▶ **Exercise description**
Wherever the word "roads" appears in a line of the data, that line should be copied.

▶ **Exercise materials**

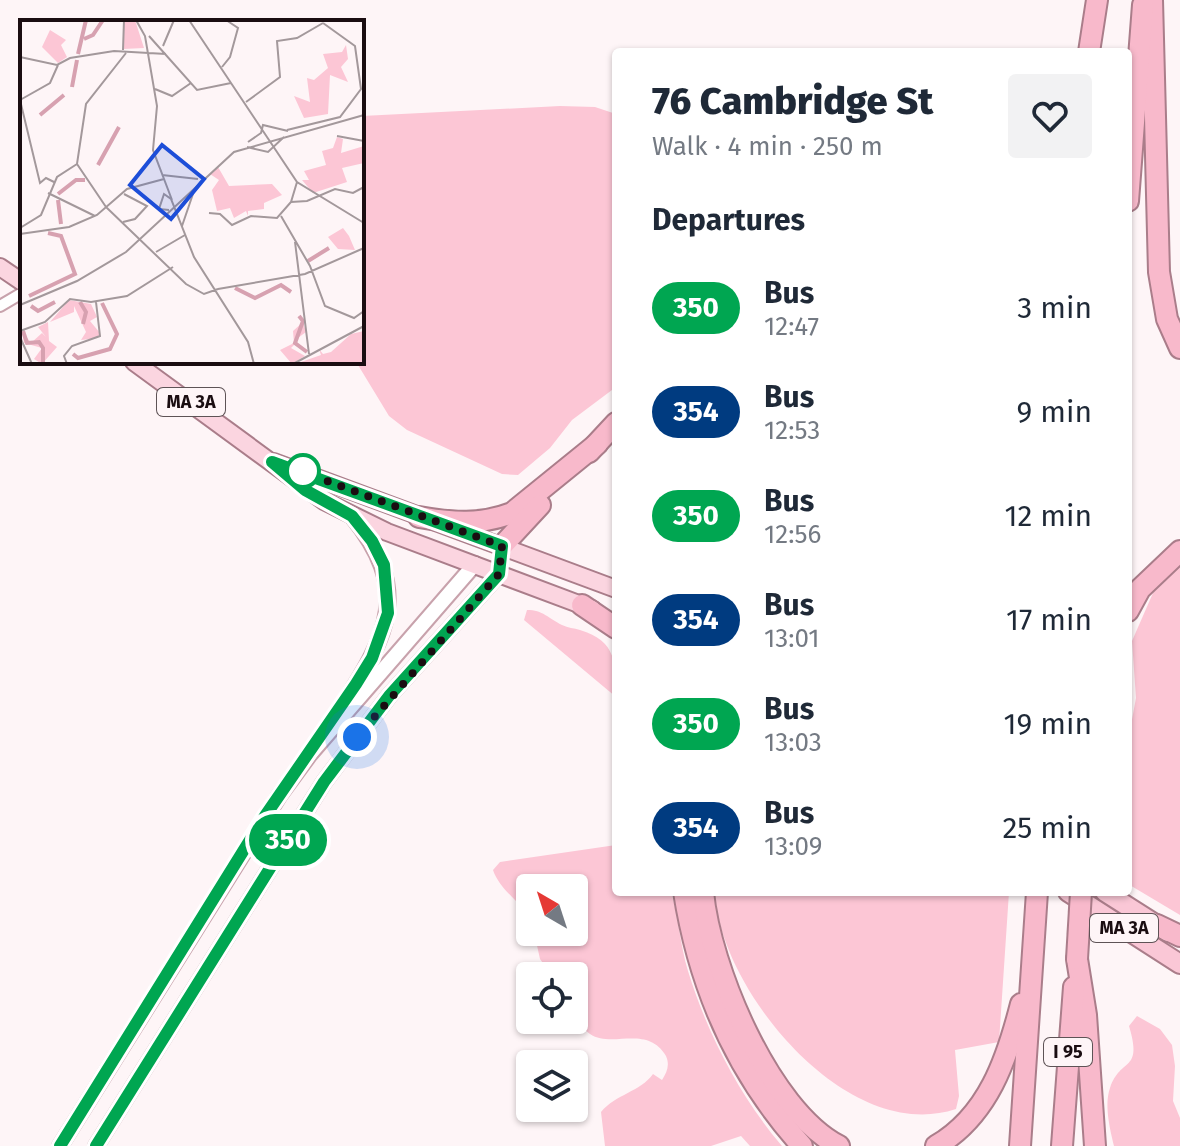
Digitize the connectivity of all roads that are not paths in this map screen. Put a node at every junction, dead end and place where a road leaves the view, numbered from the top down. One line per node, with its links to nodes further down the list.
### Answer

---

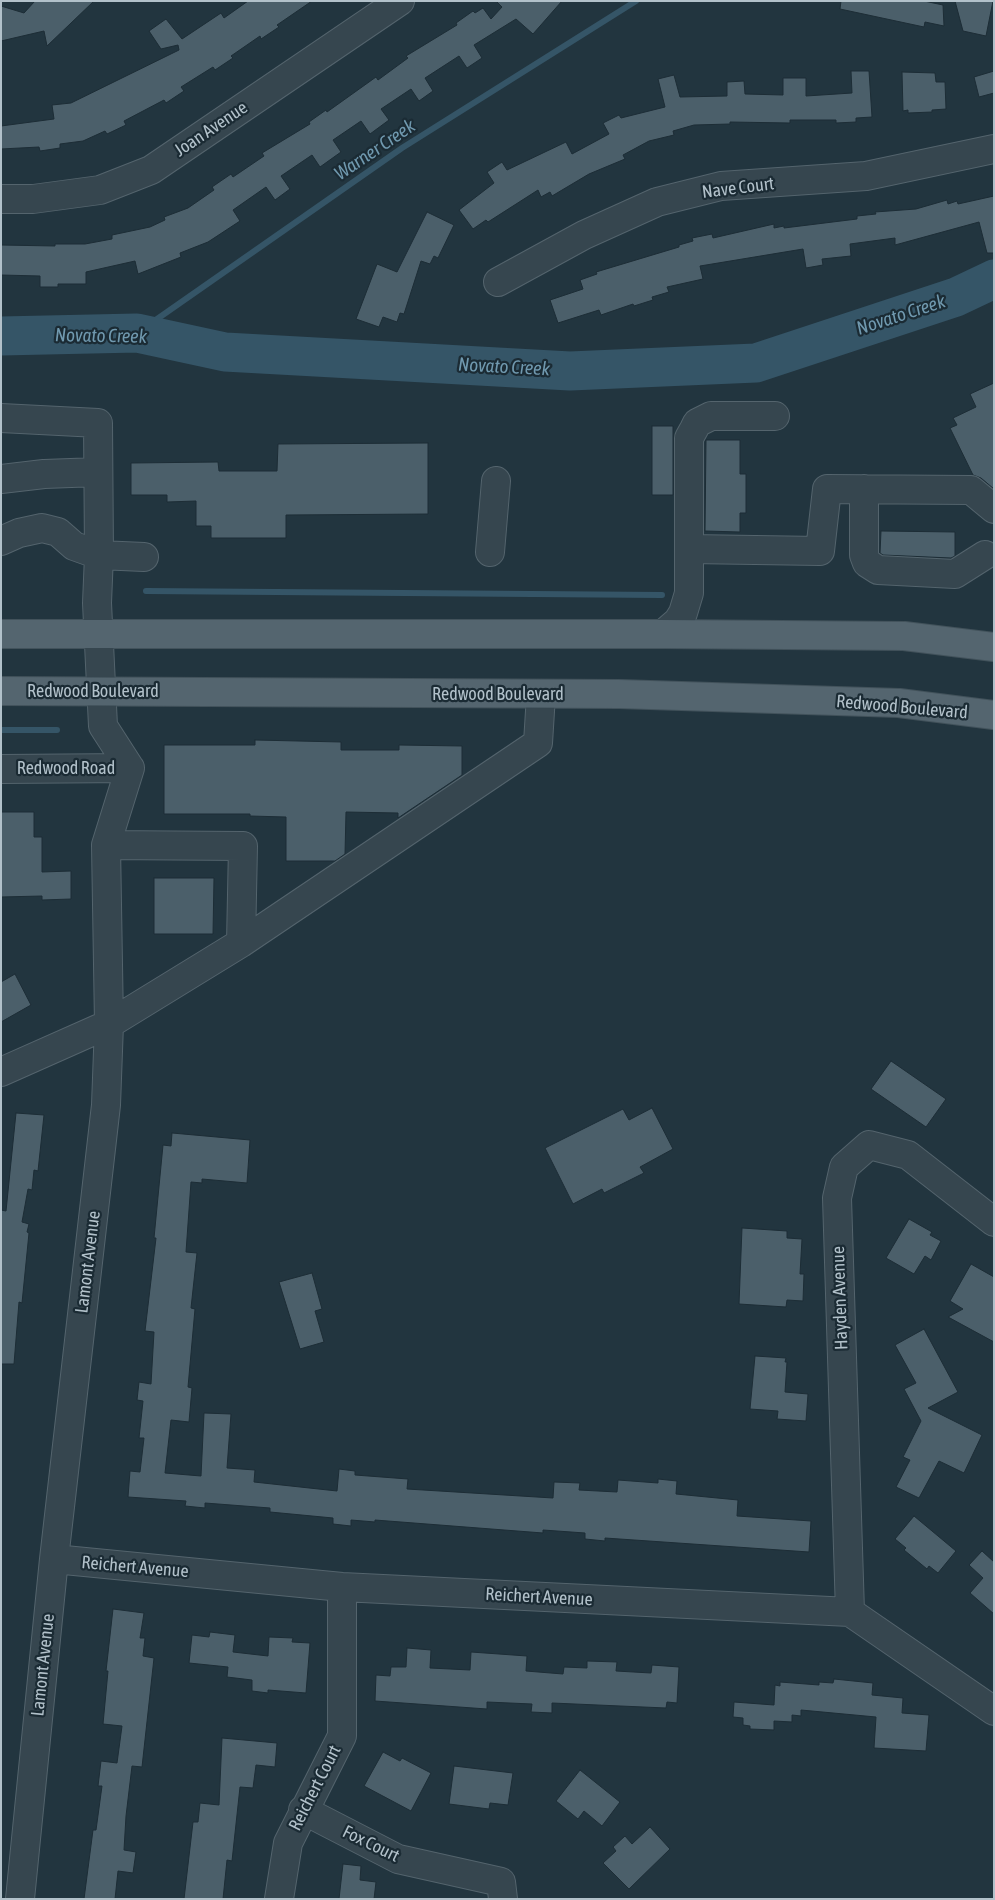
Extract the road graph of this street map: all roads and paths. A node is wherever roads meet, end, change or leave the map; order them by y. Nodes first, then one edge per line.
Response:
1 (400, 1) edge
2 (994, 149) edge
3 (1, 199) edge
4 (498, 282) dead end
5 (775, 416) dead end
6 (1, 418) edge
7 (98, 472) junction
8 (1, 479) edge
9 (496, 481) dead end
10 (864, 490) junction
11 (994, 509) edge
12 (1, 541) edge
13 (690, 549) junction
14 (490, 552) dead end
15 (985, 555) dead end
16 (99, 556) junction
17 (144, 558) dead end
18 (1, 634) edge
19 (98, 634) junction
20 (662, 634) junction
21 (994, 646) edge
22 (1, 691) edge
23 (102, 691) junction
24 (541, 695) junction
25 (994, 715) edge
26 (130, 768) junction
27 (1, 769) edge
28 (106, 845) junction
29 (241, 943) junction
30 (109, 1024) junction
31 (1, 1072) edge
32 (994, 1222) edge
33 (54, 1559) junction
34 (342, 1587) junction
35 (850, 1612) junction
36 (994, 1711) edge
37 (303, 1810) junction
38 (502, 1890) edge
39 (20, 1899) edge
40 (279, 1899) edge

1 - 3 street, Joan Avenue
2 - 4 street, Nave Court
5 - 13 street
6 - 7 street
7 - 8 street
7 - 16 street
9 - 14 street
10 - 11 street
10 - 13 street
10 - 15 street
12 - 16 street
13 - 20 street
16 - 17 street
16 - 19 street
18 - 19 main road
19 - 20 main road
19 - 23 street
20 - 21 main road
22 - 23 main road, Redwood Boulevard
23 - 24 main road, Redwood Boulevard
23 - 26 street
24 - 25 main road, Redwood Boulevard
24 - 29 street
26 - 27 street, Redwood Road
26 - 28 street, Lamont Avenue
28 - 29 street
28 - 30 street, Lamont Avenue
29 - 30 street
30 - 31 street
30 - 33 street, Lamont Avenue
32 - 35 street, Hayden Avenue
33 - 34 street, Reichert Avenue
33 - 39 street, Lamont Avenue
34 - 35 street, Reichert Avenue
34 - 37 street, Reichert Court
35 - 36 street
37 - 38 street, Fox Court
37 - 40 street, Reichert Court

▶ **Task result**
Digitize the connectivity of all roads that are not paths in this map screen. Put a node at every junction, dead end and place where a road leaves the view, numbered from the top down. One line per node, with its links to nodes further down the list.
Extract the road graph of this street map: all roads and paths. A node is wherever roads meet, end, change or leave the map; order them by y. Nodes first, then one edge per line.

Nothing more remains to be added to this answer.